Differential effects of neuropeptide Y and opioids on neurogenic responses of the perfused rat mesentery

In perfused rat mesentery transmural nerve stimulation activates both adrenergic and capsaicin-sensitive sensory nerves. When adrenergic nerves were blocked with guanethidine and smooth muscle tone was increased, transmural nerve stimulation caused a dilator response which was attenuated by tetrodotoxin and abolished by capsaicin. Indomethacin increased the vasodilator response to transmural nerve stimulation, but did not affect the dilation to calcitonin gene-related peptide. Neuropeptide Y (NPY) potentiated vasoconstrictor responses to transmural nerve stimulation, but suppressed capsaicin-sensitive vasodilation, an effect which was unaltered by indomethacin. Opioid agonists selective for mu, delta or kappa receptors, DAMGO ([D-Ala2,N-Me-Phe4,Gly5-ol]enkephalin), DPDPE ([D-Pen2,D-Pen5]enkephalin) and ethylketocyclazocine, had no effect on the vasoconstrictor response to transmural nerve stimulation.
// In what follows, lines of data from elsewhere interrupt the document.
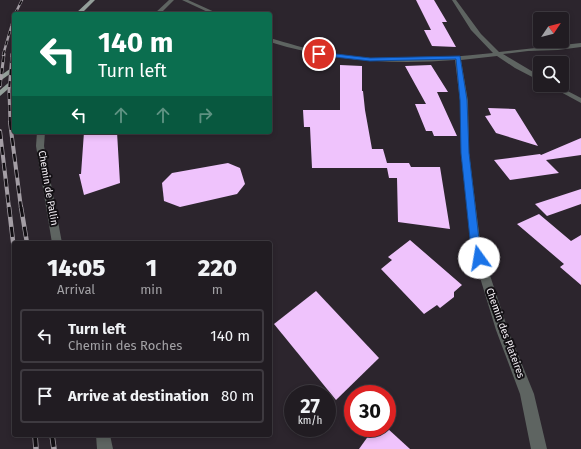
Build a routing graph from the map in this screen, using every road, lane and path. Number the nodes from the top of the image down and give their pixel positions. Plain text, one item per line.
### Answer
1 (93, 0) edge
2 (172, 0) edge
3 (184, 0) edge
4 (454, 0) edge
5 (80, 12) edge
6 (159, 12) edge
7 (211, 12) edge
8 (272, 41) edge
9 (581, 45) edge
10 (498, 54) junction
11 (458, 57) junction
12 (12, 70) edge
13 (533, 75) edge
14 (0, 79) edge
15 (12, 82) edge
16 (564, 92) edge
17 (0, 94) edge
18 (581, 101) edge
19 (41, 134) edge
20 (57, 241) edge
21 (103, 437) edge
22 (105, 449) edge
23 (539, 449) edge

1 - 5 main road
2 - 6 street
3 - 7 street
4 - 10 street
8 - 11 street
9 - 10 street
10 - 11 street
10 - 13 street
11 - 23 street, Chemin des Plateires
12 - 14 main road
15 - 17 main road
16 - 18 street
19 - 20 street, Chemin de Pallin
21 - 22 street

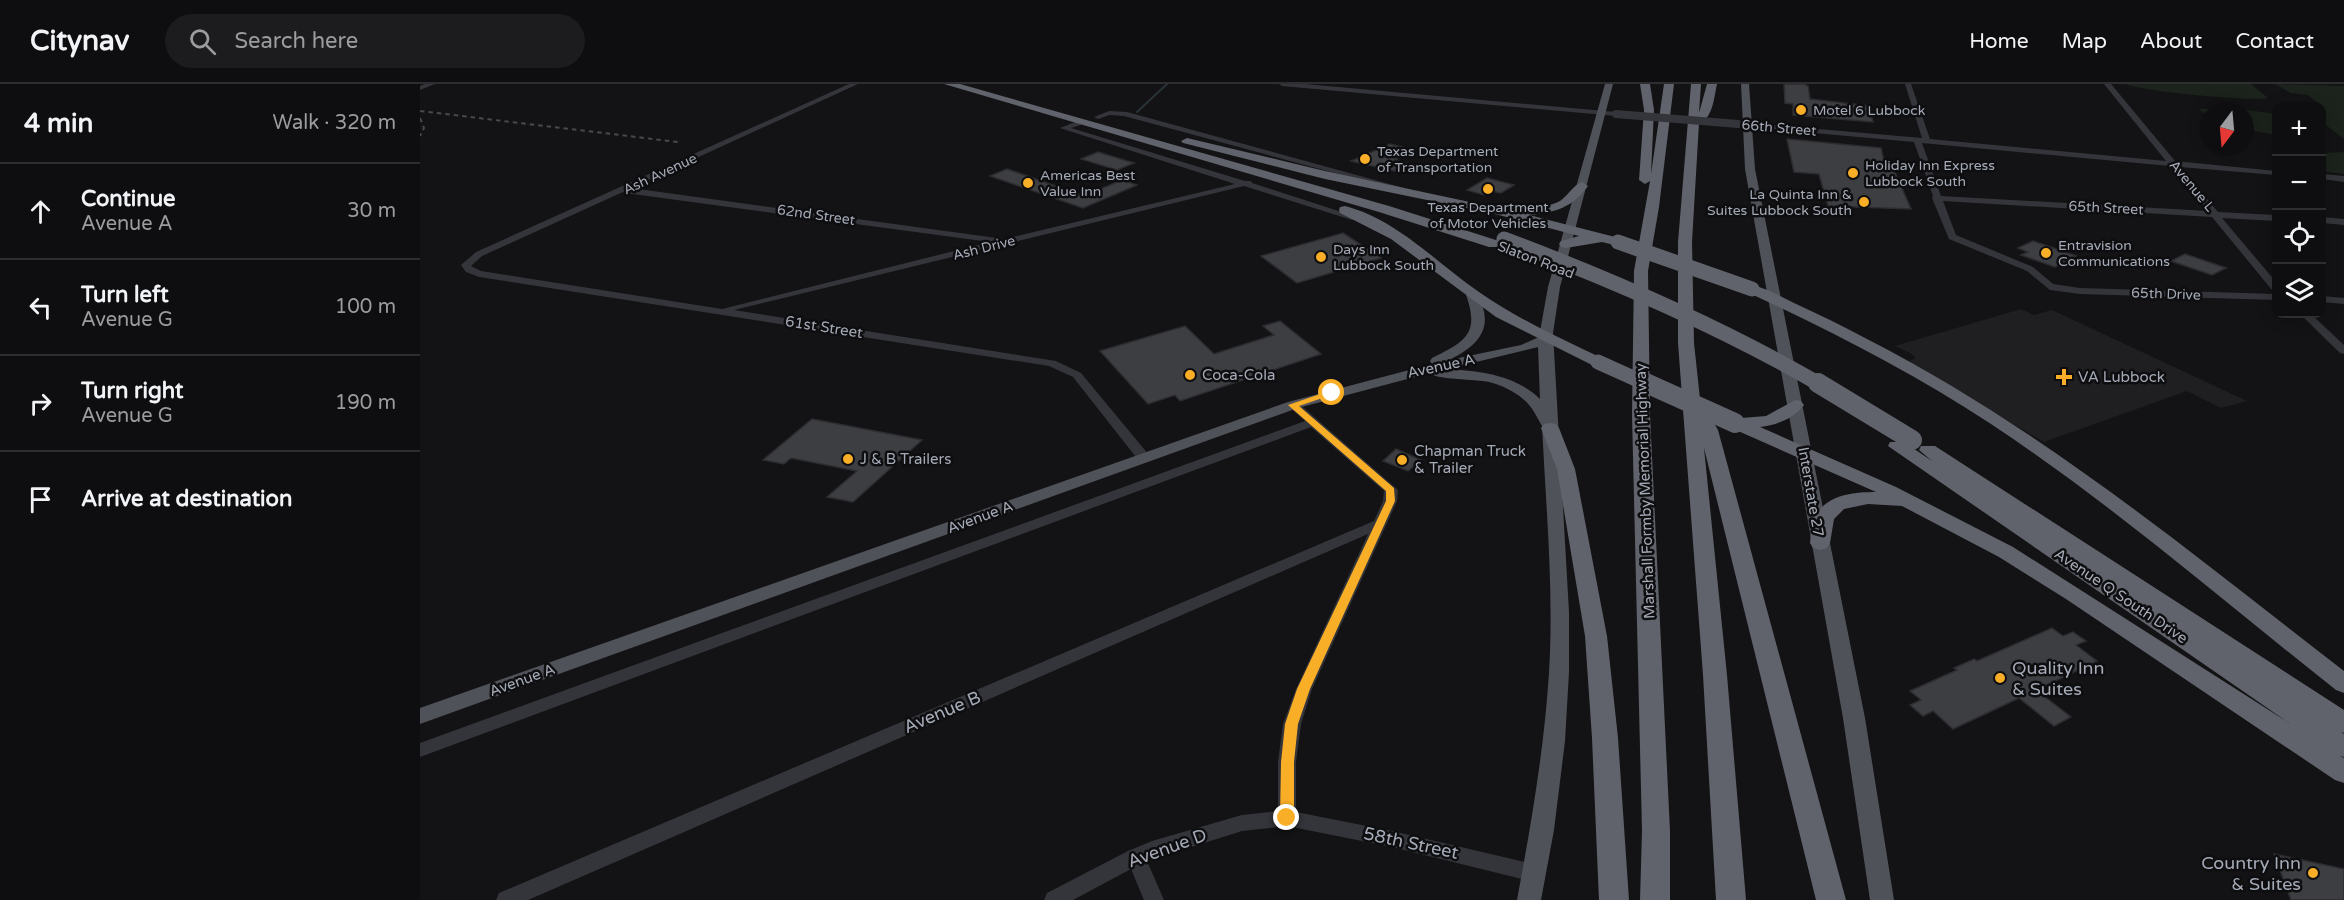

DAMGO and DPDPE significantly inhibited vasodilator responses to transmural nerve stimulation, but ethylketocyclazocine was without effect. After treatment with indomethacin, DAMGO still inhibited the vasodilator response, but DPDPE was no longer effective. Prejunctional control of transmitter release by NPY or opioids is dependent on the specific nerve type as well as, in some cases, the participation of endogenous prostaglandins.